[What is required]: Find the line with "thumb mcp: (1185, 853)" in the entries below, then reproduce it and every line after it down to and including the line with "middle tip: (1110, 789)", exactly.

Collected data:
----------

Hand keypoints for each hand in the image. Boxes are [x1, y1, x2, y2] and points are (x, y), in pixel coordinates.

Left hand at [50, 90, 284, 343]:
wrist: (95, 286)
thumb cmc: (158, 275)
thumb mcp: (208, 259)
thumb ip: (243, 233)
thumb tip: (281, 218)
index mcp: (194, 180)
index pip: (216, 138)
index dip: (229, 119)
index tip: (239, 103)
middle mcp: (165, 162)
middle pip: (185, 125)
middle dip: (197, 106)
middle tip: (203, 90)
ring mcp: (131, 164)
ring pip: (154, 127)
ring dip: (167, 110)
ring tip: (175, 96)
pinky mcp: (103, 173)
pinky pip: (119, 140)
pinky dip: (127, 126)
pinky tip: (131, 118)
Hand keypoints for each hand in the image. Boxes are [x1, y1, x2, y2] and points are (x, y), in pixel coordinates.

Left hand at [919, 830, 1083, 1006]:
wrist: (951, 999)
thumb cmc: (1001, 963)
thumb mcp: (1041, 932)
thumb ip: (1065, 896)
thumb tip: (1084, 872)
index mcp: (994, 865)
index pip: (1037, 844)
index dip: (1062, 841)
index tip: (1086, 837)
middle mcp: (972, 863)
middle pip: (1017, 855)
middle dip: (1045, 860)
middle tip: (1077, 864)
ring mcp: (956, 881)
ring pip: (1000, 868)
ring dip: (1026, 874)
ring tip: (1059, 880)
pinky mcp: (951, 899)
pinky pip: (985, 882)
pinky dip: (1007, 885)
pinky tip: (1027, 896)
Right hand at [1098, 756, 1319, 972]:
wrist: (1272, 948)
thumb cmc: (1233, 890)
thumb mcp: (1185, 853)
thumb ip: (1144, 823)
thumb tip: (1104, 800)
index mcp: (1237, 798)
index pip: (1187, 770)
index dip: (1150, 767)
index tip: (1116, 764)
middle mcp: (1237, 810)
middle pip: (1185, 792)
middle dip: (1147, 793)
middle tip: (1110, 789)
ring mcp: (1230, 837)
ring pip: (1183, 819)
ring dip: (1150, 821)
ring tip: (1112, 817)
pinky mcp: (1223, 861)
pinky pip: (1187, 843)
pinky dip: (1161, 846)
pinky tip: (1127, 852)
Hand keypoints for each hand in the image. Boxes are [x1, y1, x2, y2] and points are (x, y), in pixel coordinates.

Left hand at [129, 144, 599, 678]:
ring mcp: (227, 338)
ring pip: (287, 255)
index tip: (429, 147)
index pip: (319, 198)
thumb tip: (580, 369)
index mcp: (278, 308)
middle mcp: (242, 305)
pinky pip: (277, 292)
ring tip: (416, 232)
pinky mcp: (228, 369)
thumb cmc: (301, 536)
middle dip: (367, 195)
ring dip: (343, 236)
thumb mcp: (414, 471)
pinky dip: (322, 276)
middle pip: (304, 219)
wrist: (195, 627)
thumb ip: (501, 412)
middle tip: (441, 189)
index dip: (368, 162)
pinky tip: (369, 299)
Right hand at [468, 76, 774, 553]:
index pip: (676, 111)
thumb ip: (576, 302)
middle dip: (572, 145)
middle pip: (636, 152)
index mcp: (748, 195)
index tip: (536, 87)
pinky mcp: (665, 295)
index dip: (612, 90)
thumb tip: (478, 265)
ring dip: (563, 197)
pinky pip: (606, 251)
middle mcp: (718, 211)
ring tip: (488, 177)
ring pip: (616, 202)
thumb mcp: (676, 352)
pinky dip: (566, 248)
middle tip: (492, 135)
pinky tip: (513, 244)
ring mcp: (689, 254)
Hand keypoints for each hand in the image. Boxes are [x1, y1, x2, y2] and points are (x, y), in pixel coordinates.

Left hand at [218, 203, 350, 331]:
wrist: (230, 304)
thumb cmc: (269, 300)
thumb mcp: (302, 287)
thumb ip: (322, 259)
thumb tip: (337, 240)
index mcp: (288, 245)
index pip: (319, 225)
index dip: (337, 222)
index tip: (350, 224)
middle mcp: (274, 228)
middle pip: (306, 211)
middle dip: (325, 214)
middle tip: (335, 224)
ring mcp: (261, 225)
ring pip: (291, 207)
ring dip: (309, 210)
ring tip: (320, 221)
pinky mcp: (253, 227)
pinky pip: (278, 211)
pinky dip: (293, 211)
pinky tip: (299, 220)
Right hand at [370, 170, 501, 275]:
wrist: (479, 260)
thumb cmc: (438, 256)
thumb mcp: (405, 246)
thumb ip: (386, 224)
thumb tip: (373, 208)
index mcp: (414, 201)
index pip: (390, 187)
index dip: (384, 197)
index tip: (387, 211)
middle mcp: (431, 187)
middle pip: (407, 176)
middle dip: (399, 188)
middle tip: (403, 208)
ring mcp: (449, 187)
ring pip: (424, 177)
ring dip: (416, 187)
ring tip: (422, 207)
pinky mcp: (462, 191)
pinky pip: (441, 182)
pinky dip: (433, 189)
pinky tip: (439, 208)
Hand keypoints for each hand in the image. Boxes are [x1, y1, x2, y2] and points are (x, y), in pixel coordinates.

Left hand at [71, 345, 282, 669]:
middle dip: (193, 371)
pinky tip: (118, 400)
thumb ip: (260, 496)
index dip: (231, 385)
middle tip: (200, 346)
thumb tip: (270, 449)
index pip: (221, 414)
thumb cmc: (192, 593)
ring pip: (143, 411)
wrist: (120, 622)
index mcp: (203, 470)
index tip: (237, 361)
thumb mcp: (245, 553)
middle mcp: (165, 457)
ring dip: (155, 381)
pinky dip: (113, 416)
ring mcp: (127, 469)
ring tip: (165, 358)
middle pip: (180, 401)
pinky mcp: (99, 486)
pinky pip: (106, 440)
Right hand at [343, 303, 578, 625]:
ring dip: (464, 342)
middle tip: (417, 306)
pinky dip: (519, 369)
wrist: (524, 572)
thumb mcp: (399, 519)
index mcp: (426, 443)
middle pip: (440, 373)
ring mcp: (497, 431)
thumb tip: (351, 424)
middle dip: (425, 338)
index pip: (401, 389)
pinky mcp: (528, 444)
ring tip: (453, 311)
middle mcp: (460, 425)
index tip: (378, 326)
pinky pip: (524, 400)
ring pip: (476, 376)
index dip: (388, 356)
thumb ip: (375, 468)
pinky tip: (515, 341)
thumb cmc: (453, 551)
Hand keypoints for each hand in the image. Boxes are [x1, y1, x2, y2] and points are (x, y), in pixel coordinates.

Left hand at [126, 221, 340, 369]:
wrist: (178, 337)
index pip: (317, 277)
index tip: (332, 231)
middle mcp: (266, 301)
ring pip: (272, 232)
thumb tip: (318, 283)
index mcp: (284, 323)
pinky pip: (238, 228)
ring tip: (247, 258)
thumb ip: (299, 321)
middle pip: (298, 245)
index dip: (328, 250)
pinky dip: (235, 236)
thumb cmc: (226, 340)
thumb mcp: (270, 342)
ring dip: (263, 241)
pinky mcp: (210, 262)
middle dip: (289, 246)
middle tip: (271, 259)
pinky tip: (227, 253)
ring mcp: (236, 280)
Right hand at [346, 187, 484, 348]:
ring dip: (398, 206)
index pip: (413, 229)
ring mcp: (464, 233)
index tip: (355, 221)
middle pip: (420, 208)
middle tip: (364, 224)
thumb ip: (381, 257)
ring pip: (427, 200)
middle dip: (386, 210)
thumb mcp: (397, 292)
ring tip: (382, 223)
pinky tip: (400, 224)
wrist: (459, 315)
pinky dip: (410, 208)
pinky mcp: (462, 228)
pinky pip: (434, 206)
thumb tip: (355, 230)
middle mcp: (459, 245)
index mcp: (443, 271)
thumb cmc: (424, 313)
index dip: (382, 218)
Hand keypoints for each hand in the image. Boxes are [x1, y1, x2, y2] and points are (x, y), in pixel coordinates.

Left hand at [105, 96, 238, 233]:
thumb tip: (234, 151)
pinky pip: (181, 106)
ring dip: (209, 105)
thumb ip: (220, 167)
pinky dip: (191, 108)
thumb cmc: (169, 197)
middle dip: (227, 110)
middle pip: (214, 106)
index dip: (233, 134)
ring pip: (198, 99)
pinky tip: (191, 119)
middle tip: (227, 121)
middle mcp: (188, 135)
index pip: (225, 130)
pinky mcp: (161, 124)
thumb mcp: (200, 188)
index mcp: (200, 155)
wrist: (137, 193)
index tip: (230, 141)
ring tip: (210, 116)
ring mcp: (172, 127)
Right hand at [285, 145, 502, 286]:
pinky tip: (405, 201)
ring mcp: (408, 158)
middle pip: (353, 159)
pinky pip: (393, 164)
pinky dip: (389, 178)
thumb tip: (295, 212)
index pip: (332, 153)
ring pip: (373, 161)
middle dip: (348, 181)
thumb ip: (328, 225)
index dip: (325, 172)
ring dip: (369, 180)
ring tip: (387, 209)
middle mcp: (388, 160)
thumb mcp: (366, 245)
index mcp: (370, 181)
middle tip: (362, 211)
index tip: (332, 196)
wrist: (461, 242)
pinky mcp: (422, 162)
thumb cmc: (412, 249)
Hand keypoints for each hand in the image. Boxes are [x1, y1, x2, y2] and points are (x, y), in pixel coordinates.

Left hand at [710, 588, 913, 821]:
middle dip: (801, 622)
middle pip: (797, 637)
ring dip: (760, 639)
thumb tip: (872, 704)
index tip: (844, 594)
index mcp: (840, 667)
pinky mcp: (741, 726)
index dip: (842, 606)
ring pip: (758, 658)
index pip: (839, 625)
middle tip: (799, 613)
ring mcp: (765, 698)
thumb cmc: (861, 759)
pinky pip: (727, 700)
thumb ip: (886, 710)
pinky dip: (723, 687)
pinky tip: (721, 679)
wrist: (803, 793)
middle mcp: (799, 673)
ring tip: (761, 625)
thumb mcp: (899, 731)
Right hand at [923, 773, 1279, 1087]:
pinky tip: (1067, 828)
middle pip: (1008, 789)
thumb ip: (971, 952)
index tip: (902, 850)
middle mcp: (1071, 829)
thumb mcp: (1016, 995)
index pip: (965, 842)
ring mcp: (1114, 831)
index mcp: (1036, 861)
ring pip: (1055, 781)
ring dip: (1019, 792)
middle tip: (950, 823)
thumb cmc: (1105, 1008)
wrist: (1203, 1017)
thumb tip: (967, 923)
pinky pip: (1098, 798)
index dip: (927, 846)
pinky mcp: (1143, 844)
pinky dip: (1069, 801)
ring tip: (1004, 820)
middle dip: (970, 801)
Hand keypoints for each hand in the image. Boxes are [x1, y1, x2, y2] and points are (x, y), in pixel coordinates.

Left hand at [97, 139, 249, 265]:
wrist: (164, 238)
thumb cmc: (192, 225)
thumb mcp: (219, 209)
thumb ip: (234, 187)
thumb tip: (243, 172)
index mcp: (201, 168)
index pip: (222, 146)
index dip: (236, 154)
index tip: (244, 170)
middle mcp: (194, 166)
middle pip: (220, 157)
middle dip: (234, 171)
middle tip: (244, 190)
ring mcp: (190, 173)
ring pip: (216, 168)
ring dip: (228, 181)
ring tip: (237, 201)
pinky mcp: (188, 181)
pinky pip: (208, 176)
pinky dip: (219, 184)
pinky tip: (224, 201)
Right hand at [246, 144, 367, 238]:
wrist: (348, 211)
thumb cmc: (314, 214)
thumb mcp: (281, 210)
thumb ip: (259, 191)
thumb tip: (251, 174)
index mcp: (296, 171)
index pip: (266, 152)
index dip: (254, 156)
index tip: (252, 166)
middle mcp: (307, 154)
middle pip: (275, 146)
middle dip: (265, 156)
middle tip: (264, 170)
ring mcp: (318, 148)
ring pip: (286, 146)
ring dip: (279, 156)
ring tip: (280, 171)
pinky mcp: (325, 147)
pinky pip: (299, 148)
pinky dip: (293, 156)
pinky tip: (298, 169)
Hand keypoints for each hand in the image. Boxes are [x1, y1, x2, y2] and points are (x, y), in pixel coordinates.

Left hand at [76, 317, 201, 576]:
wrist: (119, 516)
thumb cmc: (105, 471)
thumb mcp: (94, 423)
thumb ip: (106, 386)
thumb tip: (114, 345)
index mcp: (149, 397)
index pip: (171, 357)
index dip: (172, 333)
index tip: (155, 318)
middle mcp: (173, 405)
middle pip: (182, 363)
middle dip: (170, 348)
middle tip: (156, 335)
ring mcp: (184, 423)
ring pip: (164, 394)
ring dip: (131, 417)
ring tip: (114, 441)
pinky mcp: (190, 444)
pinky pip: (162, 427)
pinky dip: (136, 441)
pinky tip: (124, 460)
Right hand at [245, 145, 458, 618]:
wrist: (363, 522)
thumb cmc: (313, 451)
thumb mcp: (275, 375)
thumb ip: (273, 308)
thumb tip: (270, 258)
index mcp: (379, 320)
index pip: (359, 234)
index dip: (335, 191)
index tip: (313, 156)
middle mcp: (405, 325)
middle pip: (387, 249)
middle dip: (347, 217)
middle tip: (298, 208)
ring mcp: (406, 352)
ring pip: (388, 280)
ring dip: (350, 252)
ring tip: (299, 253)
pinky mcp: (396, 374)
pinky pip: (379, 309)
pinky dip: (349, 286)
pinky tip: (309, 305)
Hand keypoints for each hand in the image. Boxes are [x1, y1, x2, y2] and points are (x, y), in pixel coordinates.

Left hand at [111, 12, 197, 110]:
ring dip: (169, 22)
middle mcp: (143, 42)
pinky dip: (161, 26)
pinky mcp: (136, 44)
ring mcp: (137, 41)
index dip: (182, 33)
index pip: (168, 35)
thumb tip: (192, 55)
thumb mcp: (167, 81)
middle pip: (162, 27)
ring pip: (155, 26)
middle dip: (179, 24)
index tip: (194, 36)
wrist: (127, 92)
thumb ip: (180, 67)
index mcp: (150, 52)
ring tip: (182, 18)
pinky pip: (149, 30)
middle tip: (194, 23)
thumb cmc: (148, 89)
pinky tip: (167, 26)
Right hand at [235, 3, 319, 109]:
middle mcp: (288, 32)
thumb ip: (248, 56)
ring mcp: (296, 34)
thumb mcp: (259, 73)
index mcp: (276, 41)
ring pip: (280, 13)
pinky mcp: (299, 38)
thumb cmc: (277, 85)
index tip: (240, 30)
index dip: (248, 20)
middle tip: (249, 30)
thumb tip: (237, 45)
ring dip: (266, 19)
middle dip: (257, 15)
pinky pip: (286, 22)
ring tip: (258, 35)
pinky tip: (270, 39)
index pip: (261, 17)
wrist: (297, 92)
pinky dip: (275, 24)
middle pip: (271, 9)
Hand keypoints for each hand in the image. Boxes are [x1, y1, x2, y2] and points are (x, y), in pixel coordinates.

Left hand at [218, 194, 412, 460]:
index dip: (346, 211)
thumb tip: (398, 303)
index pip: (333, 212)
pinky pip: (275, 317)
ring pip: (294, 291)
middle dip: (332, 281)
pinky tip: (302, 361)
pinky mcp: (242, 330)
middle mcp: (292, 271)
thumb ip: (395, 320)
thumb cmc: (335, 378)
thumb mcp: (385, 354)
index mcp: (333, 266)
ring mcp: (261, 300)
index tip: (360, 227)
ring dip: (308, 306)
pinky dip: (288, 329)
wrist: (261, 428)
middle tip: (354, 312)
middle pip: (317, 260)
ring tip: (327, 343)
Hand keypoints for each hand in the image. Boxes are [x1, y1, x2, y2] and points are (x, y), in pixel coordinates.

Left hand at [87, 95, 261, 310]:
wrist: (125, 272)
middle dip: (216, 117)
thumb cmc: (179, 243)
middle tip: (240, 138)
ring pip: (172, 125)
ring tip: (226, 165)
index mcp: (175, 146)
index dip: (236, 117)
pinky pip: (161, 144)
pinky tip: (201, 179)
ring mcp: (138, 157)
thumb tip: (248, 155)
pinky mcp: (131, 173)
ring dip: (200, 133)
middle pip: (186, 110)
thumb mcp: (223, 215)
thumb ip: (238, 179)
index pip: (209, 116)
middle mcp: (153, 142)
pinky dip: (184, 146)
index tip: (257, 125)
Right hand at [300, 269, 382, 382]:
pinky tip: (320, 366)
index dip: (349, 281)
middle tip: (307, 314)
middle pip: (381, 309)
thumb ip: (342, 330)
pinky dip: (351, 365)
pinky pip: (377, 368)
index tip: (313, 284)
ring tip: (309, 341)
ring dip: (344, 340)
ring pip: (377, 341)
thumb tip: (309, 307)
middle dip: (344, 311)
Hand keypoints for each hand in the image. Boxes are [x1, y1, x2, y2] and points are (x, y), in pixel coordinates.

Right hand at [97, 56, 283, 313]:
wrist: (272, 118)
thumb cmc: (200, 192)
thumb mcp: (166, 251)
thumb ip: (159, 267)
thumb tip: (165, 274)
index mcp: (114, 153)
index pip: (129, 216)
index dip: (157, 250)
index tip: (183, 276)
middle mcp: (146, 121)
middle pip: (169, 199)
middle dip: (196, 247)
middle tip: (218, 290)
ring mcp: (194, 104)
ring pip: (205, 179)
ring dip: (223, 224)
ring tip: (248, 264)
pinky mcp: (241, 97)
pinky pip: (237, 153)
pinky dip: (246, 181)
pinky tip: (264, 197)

----------

[Reply to the exercise]:
thumb mcp: (1185, 853)
thumb ip: (1144, 823)
thumb tip: (1104, 800)
index mcp: (1237, 798)
index pip: (1187, 770)
index dip: (1150, 767)
index tip: (1116, 764)
middle mcp: (1237, 810)
middle pip: (1185, 792)
middle dip: (1147, 793)
middle tip: (1110, 789)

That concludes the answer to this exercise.